Omit all pictures, then retype the data exactly as given.

Working data:
════

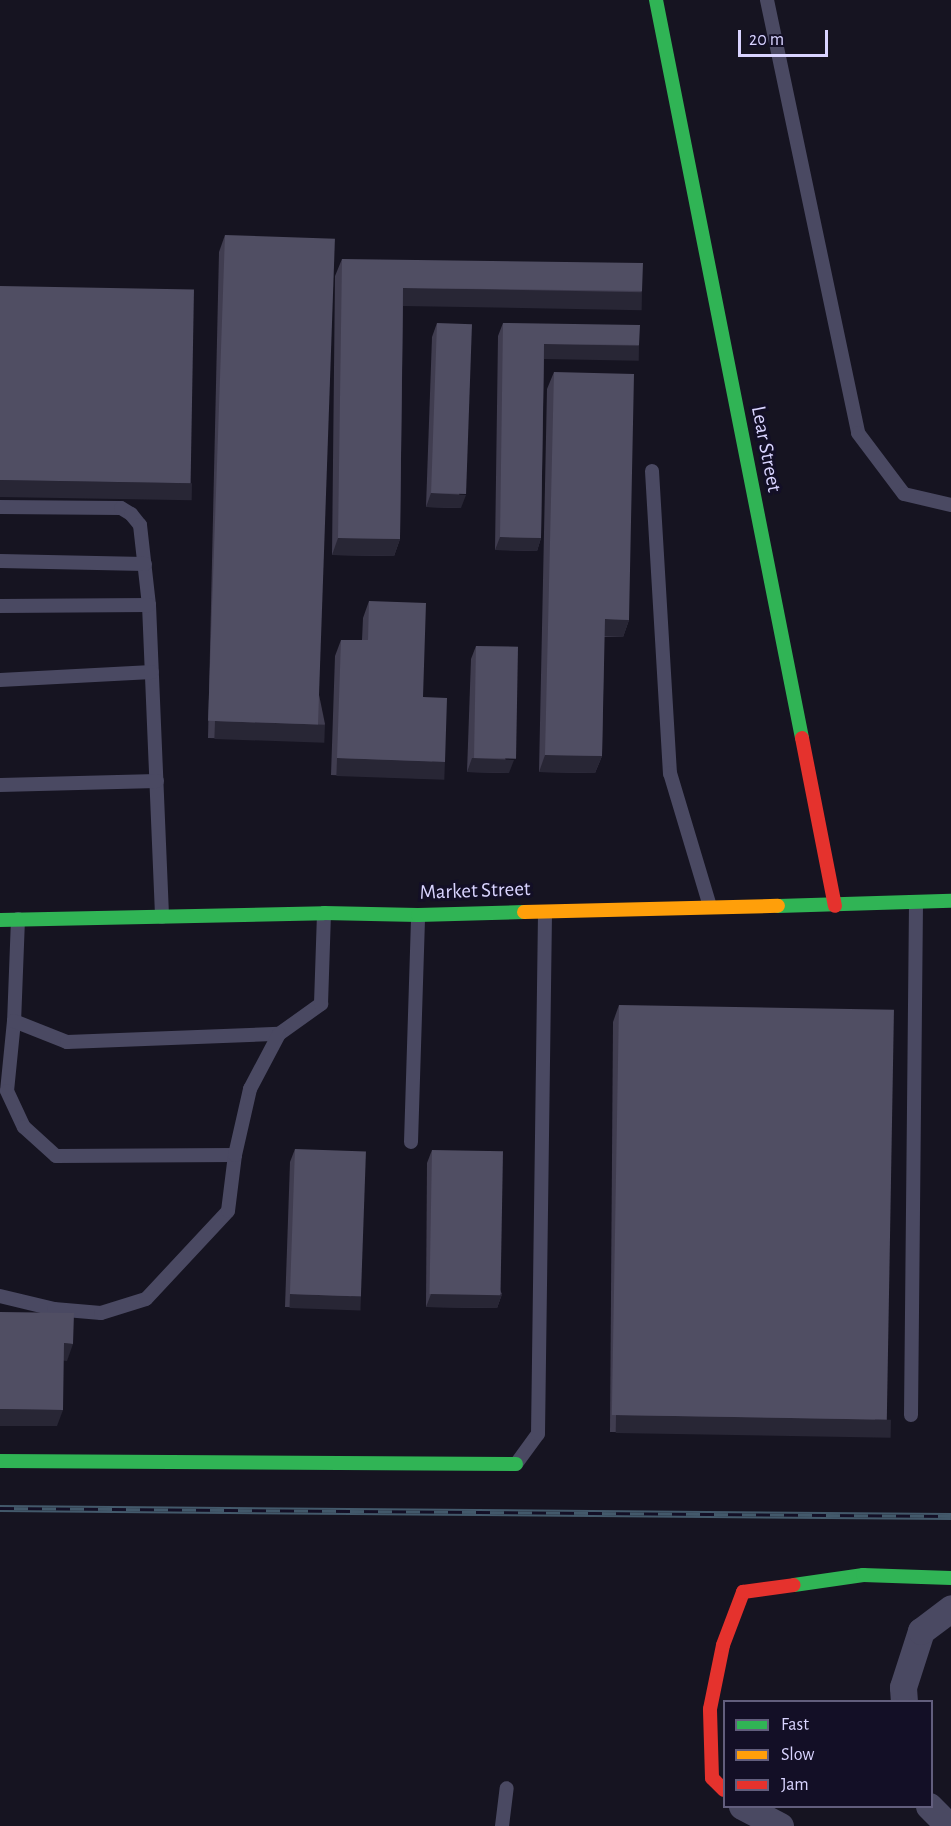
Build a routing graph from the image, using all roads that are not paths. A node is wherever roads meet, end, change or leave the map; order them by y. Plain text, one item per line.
1 (656, 0) edge
2 (767, 0) edge
3 (652, 471) dead end
4 (951, 505) edge
5 (0, 507) edge
6 (0, 561) edge
7 (145, 564) junction
8 (149, 605) junction
9 (0, 606) edge
10 (152, 672) junction
11 (0, 680) edge
12 (156, 781) junction
13 (0, 785) edge
14 (951, 901) edge
15 (916, 902) junction
16 (835, 906) junction
17 (711, 908) junction
18 (545, 910) junction
19 (324, 913) junction
20 (418, 915) junction
21 (162, 916) junction
22 (0, 920) edge
23 (18, 920) junction
24 (14, 1022) junction
25 (279, 1034) junction
26 (411, 1142) dead end
27 (235, 1155) junction
28 (0, 1296) edge
29 (911, 1415) dead end
30 (0, 1461) edge
31 (516, 1464) joint
32 (951, 1578) edge
33 (951, 1608) edge
34 (904, 1700) edge
35 (507, 1788) dead end
36 (723, 1789) edge
37 (746, 1808) edge
38 (931, 1808) edge
39 (502, 1826) edge
40 (780, 1826) edge
41 (949, 1826) edge

1 - 16 street, Lear Street
2 - 4 lane
3 - 17 lane
5 - 7 lane
6 - 7 lane
7 - 8 lane
8 - 9 lane
8 - 10 lane
10 - 11 lane
10 - 12 lane
12 - 13 lane
12 - 21 lane
14 - 15 street, Market Street
15 - 16 street, Market Street
15 - 29 lane
16 - 17 street, Market Street
17 - 18 street, Market Street
18 - 20 street, Market Street
18 - 31 lane
19 - 20 street, Market Street
19 - 21 street, Market Street
19 - 25 lane
20 - 26 lane
21 - 23 street, Market Street
22 - 23 street, Market Street
23 - 24 lane
24 - 25 lane
24 - 27 lane
25 - 27 lane
27 - 28 lane
30 - 31 street
32 - 36 street
33 - 34 street
35 - 39 lane
37 - 40 street
38 - 41 street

════

Result of the task:
Build a routing graph from the image, using all roads that are not paths. A node is wherever roads meet, end, change or leave the map; order them by y. Plain text, one item per line.
1 (656, 0) edge
2 (767, 0) edge
3 (652, 471) dead end
4 (951, 505) edge
5 (0, 507) edge
6 (0, 561) edge
7 (145, 564) junction
8 (149, 605) junction
9 (0, 606) edge
10 (152, 672) junction
11 (0, 680) edge
12 (156, 781) junction
13 (0, 785) edge
14 (951, 901) edge
15 (916, 902) junction
16 (835, 906) junction
17 (711, 908) junction
18 (545, 910) junction
19 (324, 913) junction
20 (418, 915) junction
21 (162, 916) junction
22 (0, 920) edge
23 (18, 920) junction
24 (14, 1022) junction
25 (279, 1034) junction
26 (411, 1142) dead end
27 (235, 1155) junction
28 (0, 1296) edge
29 (911, 1415) dead end
30 (0, 1461) edge
31 (516, 1464) joint
32 (951, 1578) edge
33 (951, 1608) edge
34 (904, 1700) edge
35 (507, 1788) dead end
36 (723, 1789) edge
37 (746, 1808) edge
38 (931, 1808) edge
39 (502, 1826) edge
40 (780, 1826) edge
41 (949, 1826) edge

1 - 16 street, Lear Street
2 - 4 lane
3 - 17 lane
5 - 7 lane
6 - 7 lane
7 - 8 lane
8 - 9 lane
8 - 10 lane
10 - 11 lane
10 - 12 lane
12 - 13 lane
12 - 21 lane
14 - 15 street, Market Street
15 - 16 street, Market Street
15 - 29 lane
16 - 17 street, Market Street
17 - 18 street, Market Street
18 - 20 street, Market Street
18 - 31 lane
19 - 20 street, Market Street
19 - 21 street, Market Street
19 - 25 lane
20 - 26 lane
21 - 23 street, Market Street
22 - 23 street, Market Street
23 - 24 lane
24 - 25 lane
24 - 27 lane
25 - 27 lane
27 - 28 lane
30 - 31 street
32 - 36 street
33 - 34 street
35 - 39 lane
37 - 40 street
38 - 41 street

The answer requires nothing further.